■ What you need to do
Which lines of the entries hold the string "joint"? Copy each one.
= Beginning of Section =
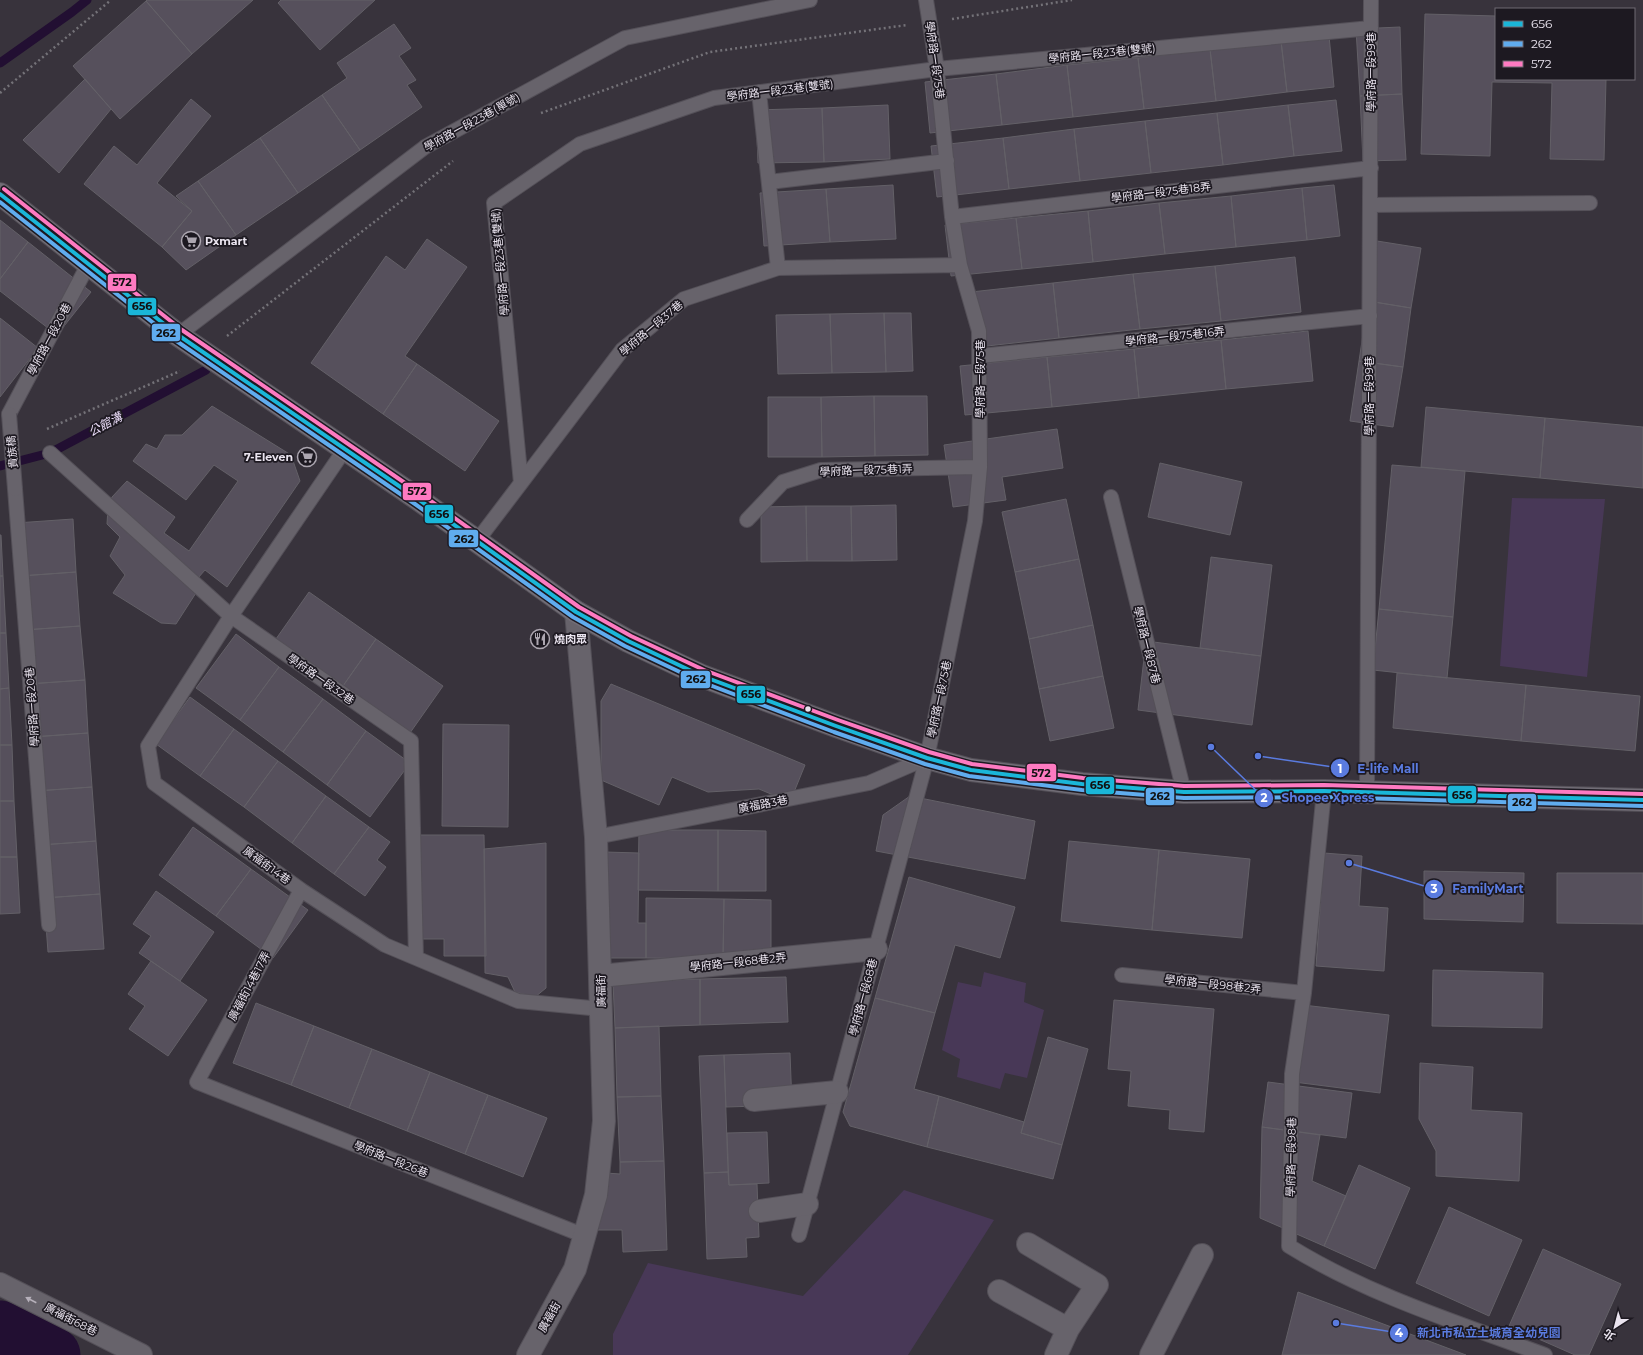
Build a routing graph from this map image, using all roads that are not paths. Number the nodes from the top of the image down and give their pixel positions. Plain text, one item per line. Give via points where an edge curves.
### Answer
1 (810, 0) edge
2 (926, 0) edge
3 (1371, 0) edge
4 (1371, 28) junction
5 (937, 70) junction
6 (759, 92) junction
7 (946, 161) junction
8 (1371, 168) junction
9 (769, 182) junction
10 (0, 194) edge
11 (1590, 203) dead end
12 (1370, 205) junction
13 (952, 217) junction
14 (89, 263) junction
15 (960, 265) junction
16 (778, 268) junction
17 (1370, 316) junction
18 (178, 335) junction
19 (980, 356) junction
20 (9, 414) joint
21 (345, 449) junction
22 (50, 453) dead end
23 (980, 467) junction
24 (521, 483) junction
25 (15, 490) joint
26 (1110, 497) dead end
27 (747, 520) dead end
28 (477, 542) junction
29 (576, 612) junction
30 (231, 616) junction
31 (927, 758) junction
32 (1324, 791) junction
33 (1184, 792) junction
34 (1367, 792) junction
35 (1643, 800) edge
36 (596, 837) junction
37 (300, 890) junction
38 (49, 926) dead end
39 (876, 949) junction
40 (416, 958) junction
41 (1122, 975) dead end
42 (600, 976) junction
43 (1304, 993) junction
44 (601, 1009) junction
45 (198, 1082) joint
46 (837, 1092) junction
47 (754, 1100) dead end
48 (807, 1204) junction
49 (760, 1211) dead end
50 (585, 1236) junction
51 (799, 1236) dead end
52 (1028, 1244) dead end
53 (1202, 1255) dead end
54 (0, 1284) edge
55 (999, 1291) dead end
56 (1068, 1329) junction
57 (141, 1355) edge
58 (528, 1355) edge
59 (1056, 1355) edge
60 (1151, 1355) edge
61 (1545, 1355) edge

1 - 18 lane, 學府路一段23巷(單號) via 625,38 425,147
2 - 5 lane, 學府路一段75巷
3 - 4 lane, 學府路一段99巷
4 - 5 lane, 學府路一段23巷(雙號)
4 - 8 lane, 學府路一段99巷
5 - 6 lane, 學府路一段23巷(雙號)
5 - 7 lane, 學府路一段75巷
6 - 9 lane
6 - 24 lane, 學府路一段23巷(雙號) via 714,98 580,144 494,203
7 - 9 lane
7 - 13 lane, 學府路一段75巷
8 - 12 lane, 學府路一段99巷
8 - 13 lane, 學府路一段75巷18弄
9 - 16 lane
10 - 14 street
11 - 12 lane
12 - 17 lane, 學府路一段99巷
13 - 15 lane, 學府路一段75巷
14 - 18 street
14 - 20 lane, 學府路一段20巷
15 - 16 lane, 學府路一段37巷
15 - 19 lane, 學府路一段75巷 via 979,331
16 - 24 lane, 學府路一段37巷 via 684,300 622,350
17 - 19 lane, 學府路一段75巷16弄
17 - 34 lane, 學府路一段99巷
18 - 21 street
19 - 23 lane, 學府路一段75巷
20 - 25 lane, 貴族橋, bridge
21 - 28 street
21 - 30 lane
22 - 30 lane, 學府路一段32巷
23 - 27 lane, 學府路一段75巷1弄 via 821,470 783,482
23 - 31 lane, 學府路一段75巷 via 975,520
24 - 28 lane, 學府路一段37巷
25 - 38 lane, 學府路一段20巷
26 - 33 lane, 學府路一段87巷
28 - 29 street
29 - 31 street via 628,641 702,676
29 - 36 street, 廣福街
30 - 37 lane, 廣福街14巷 via 148,746 154,783
30 - 40 lane, 學府路一段32巷 via 411,741
31 - 33 street via 971,770 1082,784
31 - 36 lane, 廣福路3巷 via 868,783
31 - 39 lane, 學府路一段68巷
32 - 33 street
32 - 34 street
32 - 43 lane, 學府路一段98巷
34 - 35 street
36 - 42 street, 廣福街
37 - 40 lane, 廣福街14巷 via 384,945
37 - 45 lane, 廣福街14巷17弄
39 - 42 street, 學府路一段68巷2弄
39 - 46 lane, 學府路一段68巷
40 - 44 lane, 廣福街14巷 via 518,1001
41 - 43 lane, 學府路一段98巷2弄
42 - 44 street, 廣福街
43 - 61 lane, 學府路一段98巷 via 1292,1074 1289,1246 1318,1264 1388,1297
44 - 50 street, 廣福街 via 604,1120 596,1195
45 - 50 lane, 學府路一段26巷
46 - 47 street
46 - 48 lane, 學府路一段68巷
48 - 49 street
48 - 51 lane, 學府路一段68巷
50 - 58 street, 廣福街 via 575,1269
52 - 56 street via 1097,1286
53 - 60 street
57 -> 54 street, 廣福街68巷
55 - 56 street
56 - 59 street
= End of Section =
■ Answer space
20 (9, 414) joint
25 (15, 490) joint
45 (198, 1082) joint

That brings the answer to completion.